Andy Smith
MIne-action specialist

Manual demining tools

The AVS "MIT profile" probe


This tool is based on the common demining probe or "prodder". Many hundreds are currently in use.

With a 40cm long blade in front of the handle, the shaft is  malleable stainless steel that has been reduced in one plane. This makes the tool blade almost oval in cross-section. A demining research group at MIT observed that ground friction could be significantly reduced using a probe with this cross-section and twisting it while inserting it.

Since a deminer is usually required to probe to a depth which ground-friction denies, any reduction in friction is most welcome. If the tool is rotated through 360º when inserted as far as possible, it can then be pushed further without extra force. How much further it can then be pushed depends entirely on the composition of the soil.

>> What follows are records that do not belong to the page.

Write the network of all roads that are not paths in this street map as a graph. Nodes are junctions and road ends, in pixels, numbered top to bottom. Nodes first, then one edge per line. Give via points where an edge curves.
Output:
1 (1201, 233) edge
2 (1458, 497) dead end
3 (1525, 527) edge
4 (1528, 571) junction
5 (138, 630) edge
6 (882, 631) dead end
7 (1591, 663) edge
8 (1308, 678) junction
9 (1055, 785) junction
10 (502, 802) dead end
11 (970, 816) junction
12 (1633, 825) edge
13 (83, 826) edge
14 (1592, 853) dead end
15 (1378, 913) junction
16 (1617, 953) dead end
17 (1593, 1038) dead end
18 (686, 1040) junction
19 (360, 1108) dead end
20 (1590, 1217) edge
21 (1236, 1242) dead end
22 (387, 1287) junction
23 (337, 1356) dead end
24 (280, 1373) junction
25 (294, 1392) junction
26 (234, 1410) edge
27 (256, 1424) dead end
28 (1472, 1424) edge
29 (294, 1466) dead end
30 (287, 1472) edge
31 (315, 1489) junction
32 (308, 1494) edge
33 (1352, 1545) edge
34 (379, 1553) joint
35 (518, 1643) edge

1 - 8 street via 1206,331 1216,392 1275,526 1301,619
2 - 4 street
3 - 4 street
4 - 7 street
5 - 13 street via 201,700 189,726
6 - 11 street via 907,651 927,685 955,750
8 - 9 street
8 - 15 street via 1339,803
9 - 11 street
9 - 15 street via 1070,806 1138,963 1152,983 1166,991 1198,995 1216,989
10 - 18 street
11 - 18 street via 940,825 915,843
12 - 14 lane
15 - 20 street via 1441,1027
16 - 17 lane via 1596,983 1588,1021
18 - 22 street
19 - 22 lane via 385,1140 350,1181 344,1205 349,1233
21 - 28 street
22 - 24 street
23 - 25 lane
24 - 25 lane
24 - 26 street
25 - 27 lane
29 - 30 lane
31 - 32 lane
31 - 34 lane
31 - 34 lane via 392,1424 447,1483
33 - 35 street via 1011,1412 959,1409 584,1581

The 40cm blade length obliges a kneeling/squatting deminer to approach the target area from a low angle. The tool is designed to be used with a steady forward push by one hand in soft ground. The forward movement is followed by a rotating action to reduce friction, then a further forward push moves the tip deeper into the soil.

The handle is made of non-shattering polyethylene. The user’s hand is protected by a pliant and washable ballistic aramid hand-guard. The guard does not prevent the use of a second hand to hold the blade, but is intended to discourage it. It weighs around 0.4Kg (12oz).

The tool stayed in one piece when placed on top of a mine in tests. The blade curved gracefully. Variations have been used in more than 25 actual accidents, and have always bent as designed.

As well as having been supplied to military users in South America and Europe, this tool is known to have been used in Vietnam, Angola, Mozambique, Sri Lanka, Tajikistan, Afghanistan, Lebanon and Sudan.